**Supplied records:**

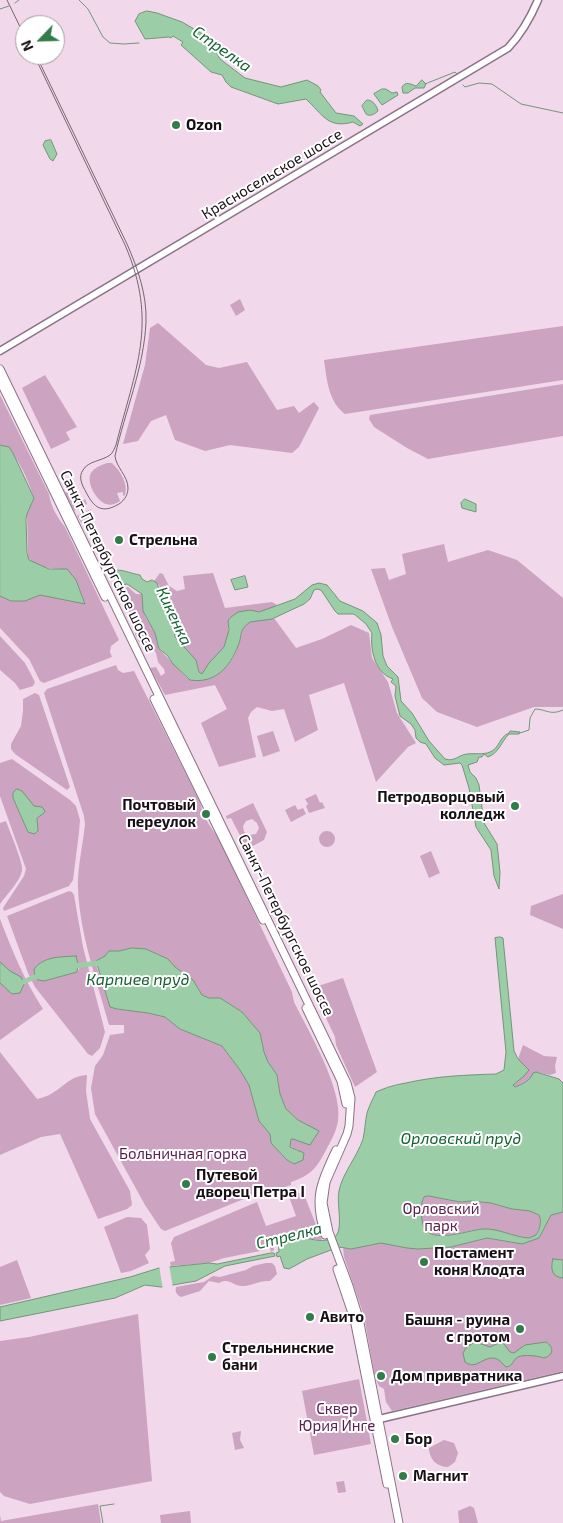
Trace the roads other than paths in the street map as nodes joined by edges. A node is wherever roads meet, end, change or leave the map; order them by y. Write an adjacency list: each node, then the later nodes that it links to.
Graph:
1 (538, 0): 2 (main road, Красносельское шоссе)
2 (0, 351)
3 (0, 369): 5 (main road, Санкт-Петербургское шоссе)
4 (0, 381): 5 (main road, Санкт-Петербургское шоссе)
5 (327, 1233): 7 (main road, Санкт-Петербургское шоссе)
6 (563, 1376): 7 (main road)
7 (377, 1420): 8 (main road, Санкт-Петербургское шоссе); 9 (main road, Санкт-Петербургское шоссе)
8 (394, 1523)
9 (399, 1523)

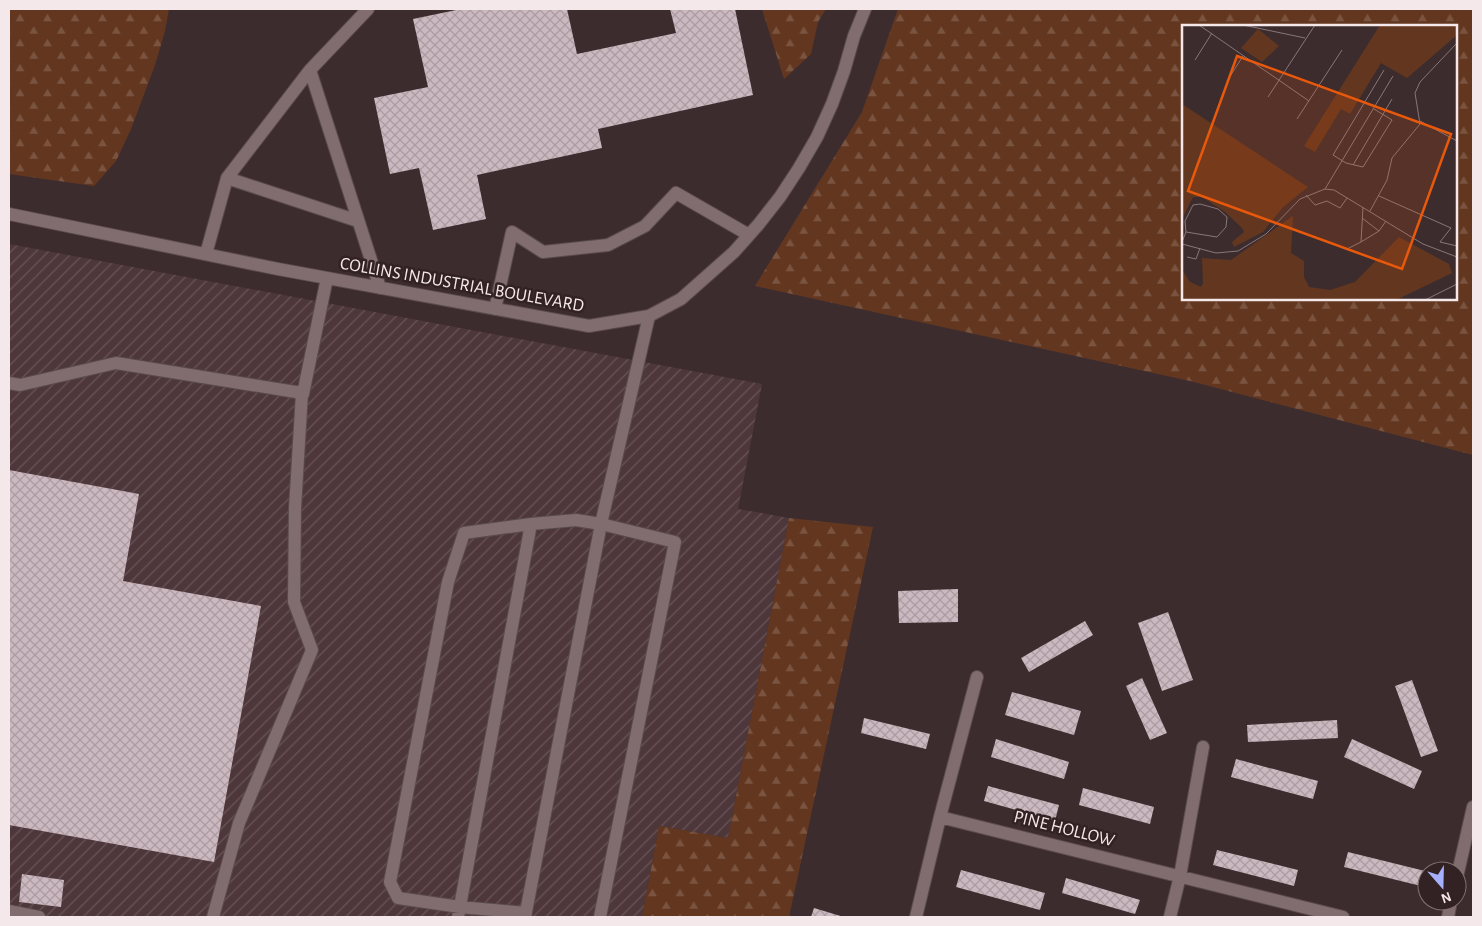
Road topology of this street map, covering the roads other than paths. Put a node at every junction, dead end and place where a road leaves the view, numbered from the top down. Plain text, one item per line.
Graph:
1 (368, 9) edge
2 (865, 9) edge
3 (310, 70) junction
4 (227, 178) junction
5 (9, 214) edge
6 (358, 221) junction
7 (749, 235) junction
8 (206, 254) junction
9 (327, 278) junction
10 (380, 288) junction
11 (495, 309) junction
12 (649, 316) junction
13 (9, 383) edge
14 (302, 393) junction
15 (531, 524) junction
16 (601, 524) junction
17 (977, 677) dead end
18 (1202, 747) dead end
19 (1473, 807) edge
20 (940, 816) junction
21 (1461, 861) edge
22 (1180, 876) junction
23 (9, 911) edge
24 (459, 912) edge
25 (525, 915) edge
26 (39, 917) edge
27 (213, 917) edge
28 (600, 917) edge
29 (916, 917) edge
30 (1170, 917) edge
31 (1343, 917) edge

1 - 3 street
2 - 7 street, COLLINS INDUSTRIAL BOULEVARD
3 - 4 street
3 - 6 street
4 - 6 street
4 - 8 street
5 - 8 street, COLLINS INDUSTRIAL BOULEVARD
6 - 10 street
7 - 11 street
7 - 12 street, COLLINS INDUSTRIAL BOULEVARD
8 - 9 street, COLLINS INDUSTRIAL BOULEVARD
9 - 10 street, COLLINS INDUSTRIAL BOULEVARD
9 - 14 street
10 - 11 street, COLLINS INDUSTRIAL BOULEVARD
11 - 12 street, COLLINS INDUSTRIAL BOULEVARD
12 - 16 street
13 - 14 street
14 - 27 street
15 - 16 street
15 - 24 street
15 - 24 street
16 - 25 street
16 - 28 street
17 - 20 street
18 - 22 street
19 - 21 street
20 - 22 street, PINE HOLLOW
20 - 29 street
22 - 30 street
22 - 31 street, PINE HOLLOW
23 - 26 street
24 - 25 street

**Requirement:**
Would you reproduce the lines above, from the very first through the line containing "Road topology of", exactly and without the pictures?

**Completed exercise:**
Trace the roads other than paths in the street map as nodes joined by edges. A node is wherever roads meet, end, change or leave the map; order them by y. Write an adjacency list: each node, then the later nodes that it links to.
Graph:
1 (538, 0): 2 (main road, Красносельское шоссе)
2 (0, 351)
3 (0, 369): 5 (main road, Санкт-Петербургское шоссе)
4 (0, 381): 5 (main road, Санкт-Петербургское шоссе)
5 (327, 1233): 7 (main road, Санкт-Петербургское шоссе)
6 (563, 1376): 7 (main road)
7 (377, 1420): 8 (main road, Санкт-Петербургское шоссе); 9 (main road, Санкт-Петербургское шоссе)
8 (394, 1523)
9 (399, 1523)

Road topology of this street map, covering the roads other than paths. Put a node at every junction, dead end and place where a road leaves the view, numbered from the top down. Plain text, one item per line.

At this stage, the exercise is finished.